Tumor formation in a xenotransplantation model was observed from GFP-labeled CSCs over time as shown in experimental design schematic (A). Projection micrographs (B-D) demonstrate tumor formation over time and three-dimensional reconstructions depicted in micrographs (E, E’) revealed tumor cells were closely associated with blood vessels (E’, shown with white arrows in D, E) and in peripheral areas (D, E, shown in blue arrows). Fluorescent dextran (shown in red) was injected into the circulation to illuminate blood vessels prior to imaging. Scale bar represents 50 µm.

Figure 2. Multiphoton microscopy reveals cancer stem cell driven tumor propagation.
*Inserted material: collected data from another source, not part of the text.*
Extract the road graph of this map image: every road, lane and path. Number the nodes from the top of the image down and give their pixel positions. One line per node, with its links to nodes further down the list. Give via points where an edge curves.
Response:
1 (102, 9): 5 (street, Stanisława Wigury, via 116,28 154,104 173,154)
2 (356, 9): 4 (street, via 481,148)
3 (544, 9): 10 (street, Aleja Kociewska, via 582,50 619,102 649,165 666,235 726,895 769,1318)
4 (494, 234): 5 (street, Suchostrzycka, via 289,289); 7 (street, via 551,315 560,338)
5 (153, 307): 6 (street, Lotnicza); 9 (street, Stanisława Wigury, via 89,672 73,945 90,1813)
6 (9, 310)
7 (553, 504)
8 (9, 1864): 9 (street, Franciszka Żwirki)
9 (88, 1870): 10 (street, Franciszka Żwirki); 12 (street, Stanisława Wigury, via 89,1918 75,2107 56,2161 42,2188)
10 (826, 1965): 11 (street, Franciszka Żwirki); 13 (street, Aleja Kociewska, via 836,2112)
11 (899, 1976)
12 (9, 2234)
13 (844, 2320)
Fractionated CSCs and non-stem tumor cells were labeled with different fluorescent proteins and transplanted into mice at a 10% cancer stem cell (YFP) to 90% non-stem tumor cell (CFP) ratio as shown in experimental design schematic (A). CSCs outgrew non-CSCs in vivo as shown in summary graph (B), which was calculated based on three-dimensional reconstructions of projection micrographs (B, C). Additionally, tumor populations did not intermingle in vivo (non-stem tumor population indicated by yellow oval). Fluorescent dextran (shown in purple) was injected into the circulation to illuminate blood vessels prior to imaging. Scale bar represents 100 µm.
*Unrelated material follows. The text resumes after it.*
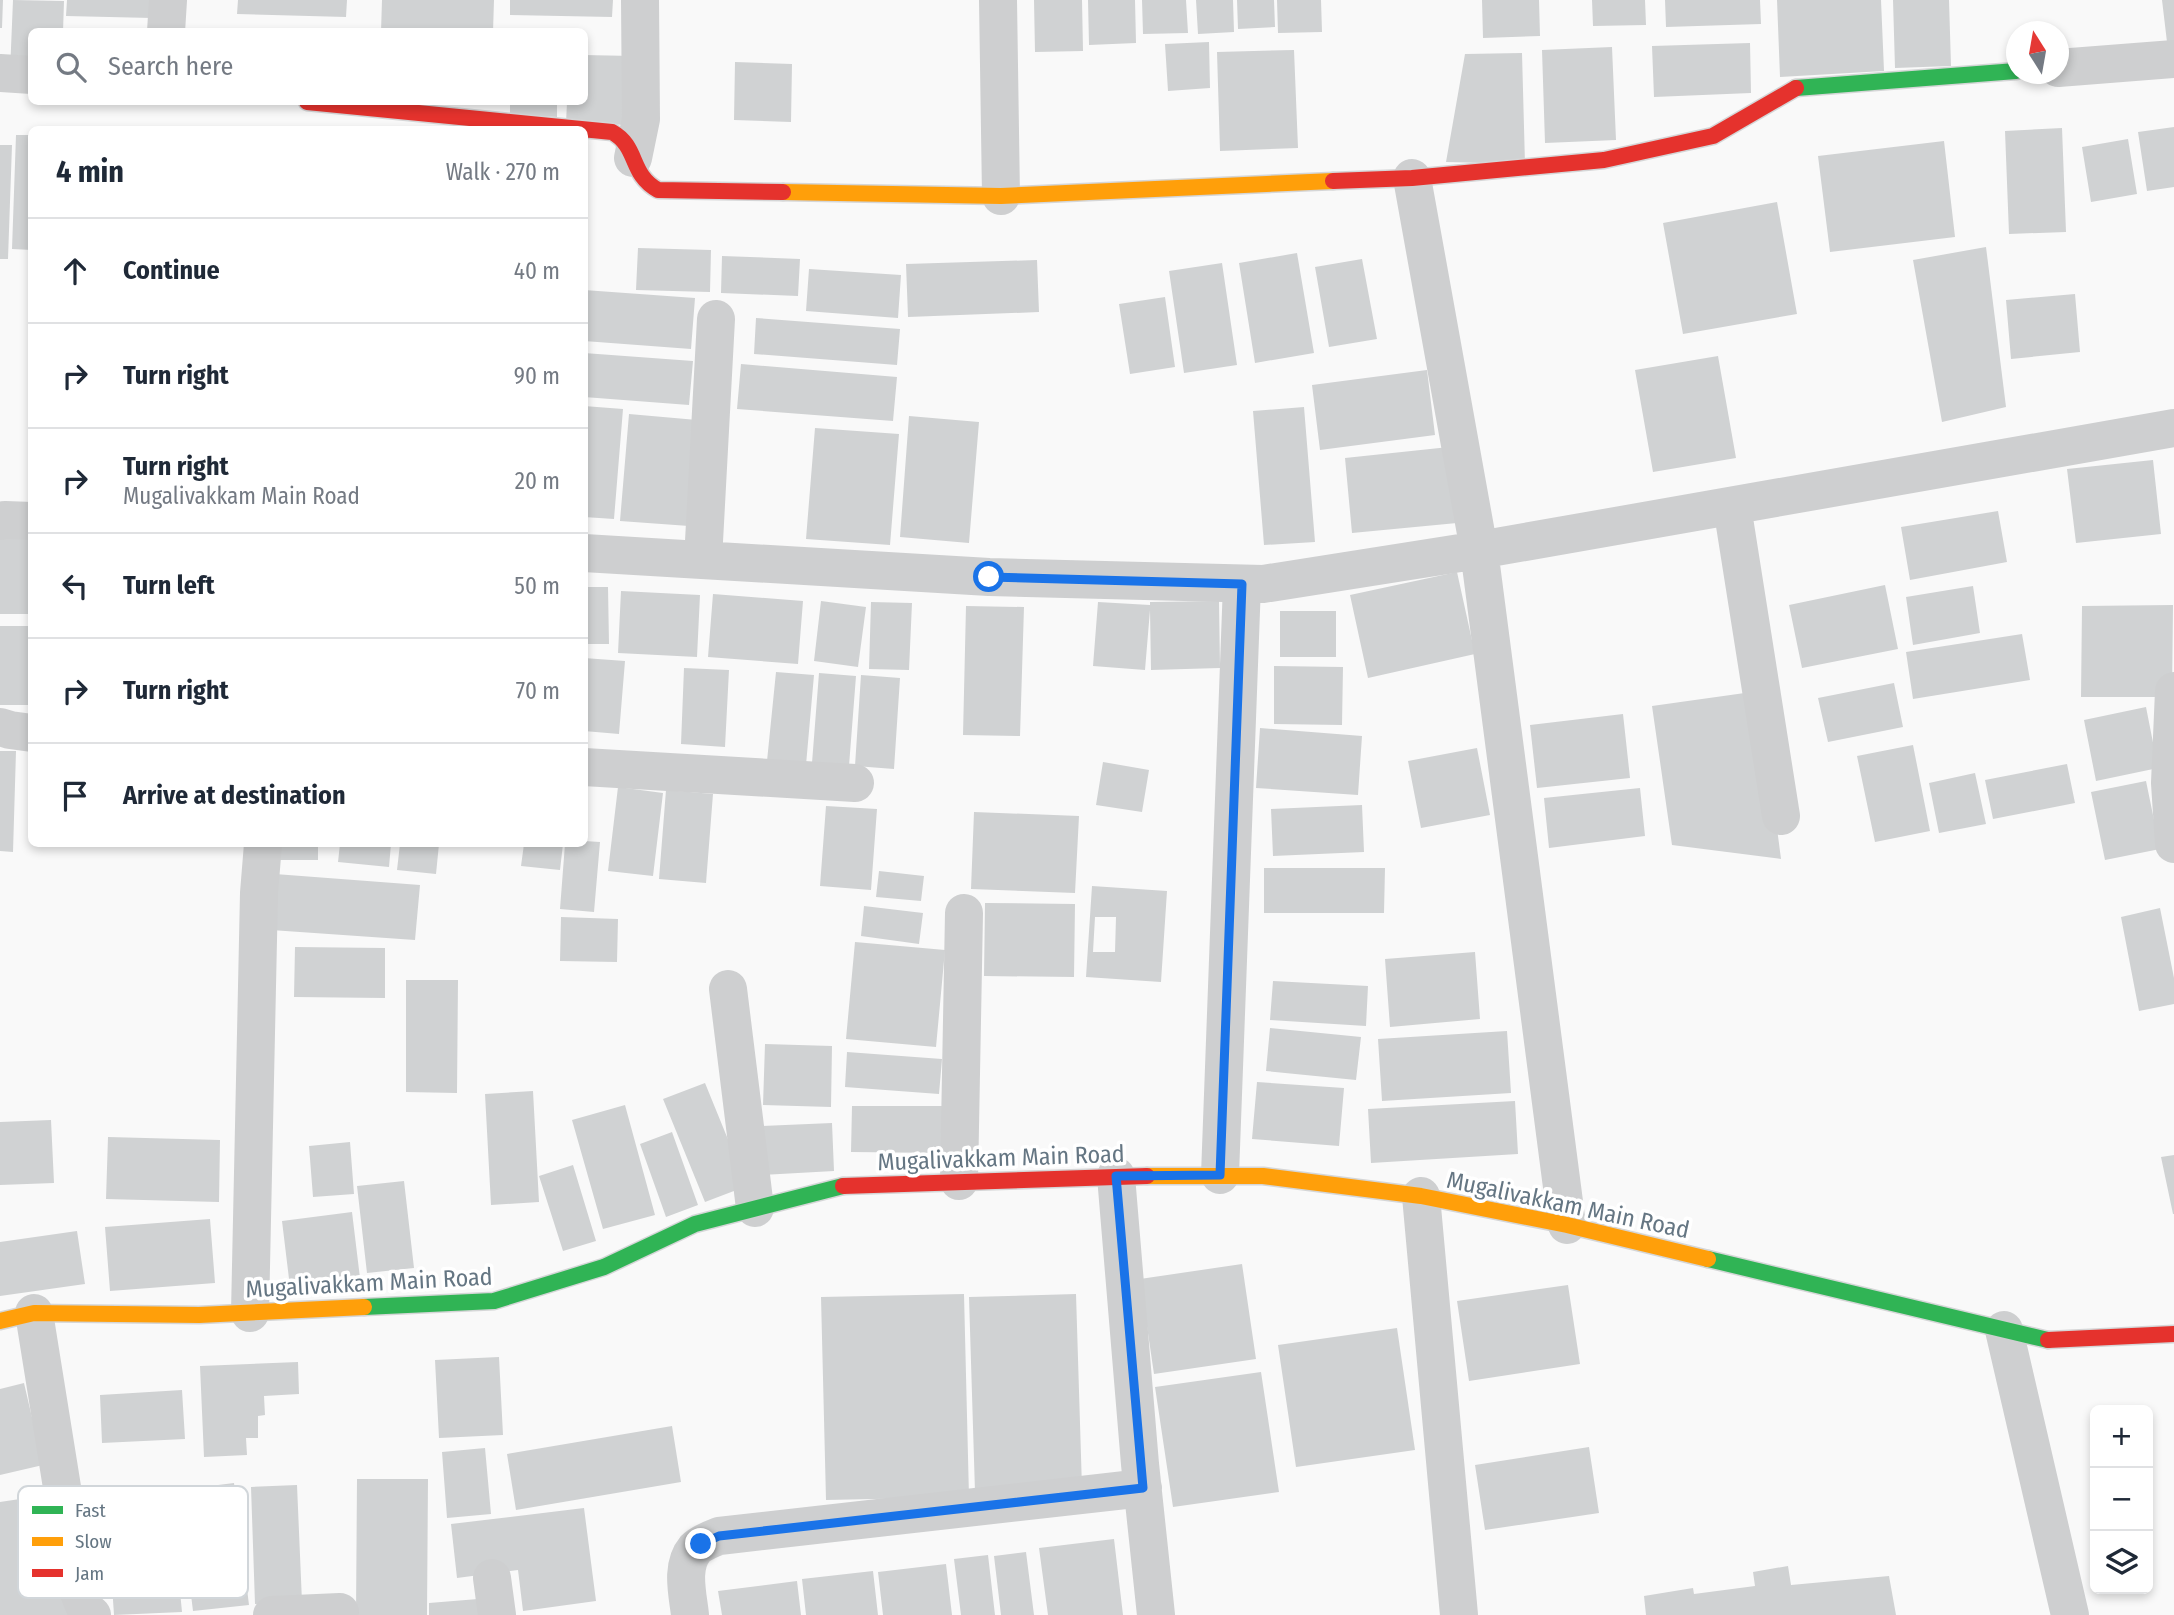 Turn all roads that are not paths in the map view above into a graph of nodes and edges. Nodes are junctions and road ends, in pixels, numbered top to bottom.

Figure 3. Histological evaluation reveals tumors contained cancer stem cells and their descendants that had association with blood vessels.

Tumors from the cell mixing experiments (n = 3) were evaluated to determine their composition. Subsequent evaluation of resulting tumors demonstrates that the majority of the cells within the tumor mass was of human origin and derived from CSC as confirmed by Tra-1-85 staining and YFP expression, shown in representative micrographs (A) and bar graph (B). Peripheral transplanted tumor cells (YFP positive CSCs and their descendants) were observed to have an association with blood vessels. Micrograph from multiphoton imaging and three-dimensional reconstruction (C) depict close association of tumor cells (green) with adjacent blood vessel (purple, illuminated by fluorescent dextran injection into the circulation prior to imaging). Histological examination of resulting tumors confirms close association of peripheral tumor cells to the vasculature using CD31 immunostaining (D; CD31 in red, tumor cells in green, nuclei in purple). Scale bar represents 50 µm. Data displayed as mean values +/- S.E.M. ***, p<0.001 as assessed by one-way analysis of variance (ANOVA).

Figure 4. Tumors contain fractions of stem-like and proliferating cells that originated from cancer stem cells.

Histological examination was performed from resulting tumors in the cell mixing experiments (n = 3) to determine the fraction of stem-like cells as assessed by Sox2 expression and the presence of proliferating cells as confirmed by the M-phase marker phosphorylated histone 3 (PH3). Representative micrographs (A) and bar graph (B) demonstrate Sox2 expression (red) is associated with cancer stem cells and their descendants (green) but not with non-stem tumor cells and their descendants (blue). Representative micrographs (C) and bar graph (D) demonstrate PH3 expression (red) is associated with cancer stem cells and their descendants (green) but not with non-stem tumor cells and their descendants (blue). Scale bar represents 50 µm. Data displayed as mean values +/− S.E.M. ***, p<0.001 as assessed by one-way analysis of variance (ANOVA), nuclei counterstained with Draq5 (purple).

Figure 5. CSCs and non-stem tumor cells prior to transplantation contain different fractions of stem-like and proliferating cells.

Representative micrographs (A) and bar graph (B) of expanded cells prior to transplantation demonstrate Sox2 and PH3 expression (red) is higher in the CSC fraction of cells as compared with the non-stem tumor cells. Summary figure depicts marker expression from in vivo and in vitro analyses (C). Scale bar represents 50 µm. Data displayed as mean values +/− S.E.M. ***, p<0.001 and N.S. represents not significant (p>0.05) as assessed by one-way analysis of variance (ANOVA), nuclei counterstained with Hoechst 33342 (blue).